Повесть написана от первого лица и представляет собой исповедь старого Тезея, царя и основателя Афин, «столицы духа». Тезей начинает рассказ с поисков под камнем оружия, оставленного Эгеем, и доводит его до встречи со слепым Эдипом, пришедшим в Афины из Фив. Большая же часть повествования посвящена критским приключениям.
Расхождения с традиционной мифологией, кажется, невелики, а, если бы они и оказались значительными, было бы несправедливым лишить старого писателя, прожившего насыщенную и свободную жизнь, права на его собственную точку зрения.
Царские лилии, фрагмент росписи Кносса
«Каждый из нас, чья душа во время последнего взвешивания, не будет оценена слишком легкой, живет не вполне своей жизнью», — говорил Жид словами Дедала. Не значит ли это, что даже будучи полностью свободным, человек живет не вполне своей жизнью? И, следовательно, все, что говорит человек, есть ложь по определению, всего только обоснование собственных ошибок? В лапидарном по-александрийски, хотя и довольно живописном повествовании, слово лишь отчасти исполняет описательные функции, являясь скорее толчком к размышлению, к медитативному дописыванию картины самим читателем. Опытный автор не снисходит до того, чтобы давать ответы — по определению ложные. Он всего лишь ставит вопросы, преимущественно завуалированные, и остается поэтому кристально честен перед читателем.
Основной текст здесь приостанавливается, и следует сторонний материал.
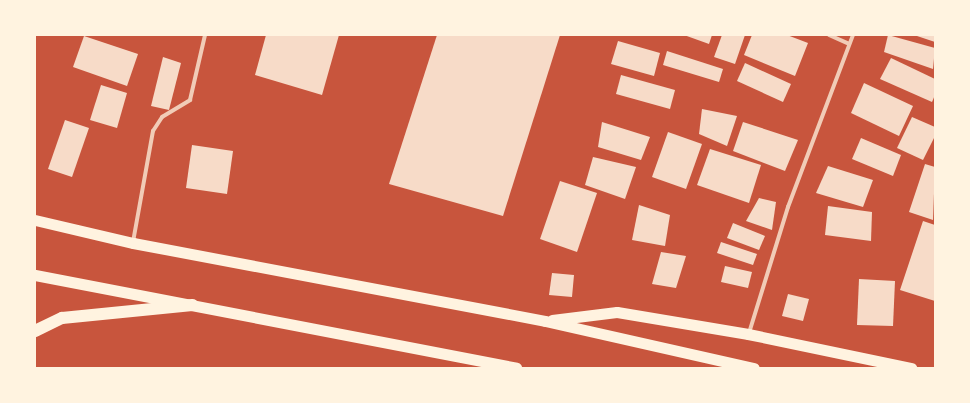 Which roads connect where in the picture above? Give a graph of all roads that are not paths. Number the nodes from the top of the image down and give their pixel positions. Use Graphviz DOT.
graph roads {
  1 [pos="205,35"];
  2 [pos="829,35"];
  3 [pos="853,35"];
  4 [pos="849,44"];
  5 [pos="35,220"];
  6 [pos="133,243"];
  7 [pos="35,276"];
  8 [pos="192,305"];
  9 [pos="545,321"];
  10 [pos="35,331"];
  11 [pos="748,334"];
  12 [pos="727,365"];
  13 [pos="516,368"];
  14 [pos="754,368"];
  15 [pos="911,368"];
  1 -- 6 [label="street"];
  2 -- 4 [label="street"];
  3 -- 4 [label="street"];
  4 -- 11 [label="street"];
  5 -- 6 [label="highway"];
  6 -- 9 [label="highway"];
  7 -- 8 [label="highway"];
  8 -- 10 [label="highway"];
  8 -- 13 [label="highway"];
  9 -- 11 [label="highway"];
  9 -- 12 [label="highway"];
  11 -- 15 [label="highway"];
  12 -- 14 [label="highway"];
}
Дж. Ф. Уоттс, Минотавр, 1885, Tate Gallery, Лондон
«Стыдно, видите ли, не соображать, где начинается и где кончается бог», — укоряет Пасифая, но она же замечает затем: «Уверяю вас, о Тезей, что в тот момент это было божество. Вам, поскольку, превосходно известно, что мой бык не был обычным животным».
Грани между божественным и человеческим, человеческим и животным и, тем более, между божественным и животным нечетки, легко преодолимы. В размытости очертаний, перетекаемости смыслов и линий и заключается магия античности.
Акробат, Кносс
«Я был ветром и волной, я был растением, я был птицей», — говорит А. Жид от лица Тезея, почти дословно повторяя магическую формулу-заклинание древних посвященных поэтов.
«Сначала следует понять, кто ты такой», — поучает зрелый, сделавший выбор Тезей своего сына Ипполита. Натренированное долгими годами беллетристистических трудов воображение позволяет писателю ощутить себя царем. Оно же заставляет его героя — законного царя — быть по сути простым обывателем. Тезей Еврипида и Сенеки — классический герой, Тезей Плутарха — государственный муж. Тезей Андре Жида — добрый буржуа, побуйствовавший в молодости, резонерствующий в зрелые годы. Был ли его выбор свободным? — разумеется, нет. К выбору его подтолкнул смертный отец, меж тем, как отец божественный, как будто, ничего от него не требовал. А. Жид, впрочем, никак не комментирует тот факт, что все разбойники, с которыми расправился Тезей по пути в Афины, были сыновьями или внуками Посейдона. Воздержимся от комментариев и мы. Тезей же, наделенный здравым буржуазным смыслом, превосходно понимал, что ни к чему призывать к божественной помощи, если вполне можно обойтись своими силами, что он благополучно и проделал во время испытания, устроенного ему Миносом. Более того, «люди, когда они обращаются к богам, не знают, что это чаще всего к их несчастью, когда боги внимают их мольбам», — говорит убитый горем Тезей, потеряв любимого сына.
Так называемая «змеиная богиня», Крит
Буржуазность есть особый вид слепоты, противопоставлямый в конце книги телесной слепоте Эдипа. «Мне казалось странным все чуждое: наряды, обычаи, манера поведения, мебель (у моего отца почти — то и не было мебели), орудия и способы обращения с ними, — повествует Тезей о своем пребывании на Крите, — …я привык есть, поднося пищу ко рту собственными руками, и эти легкие вилочки из металла или точеной кости, эти ножики, которые употреблялись для разрезания мяса, были мне тяжелее и несподручнее в обращении, чем самое тяжелое оружие.»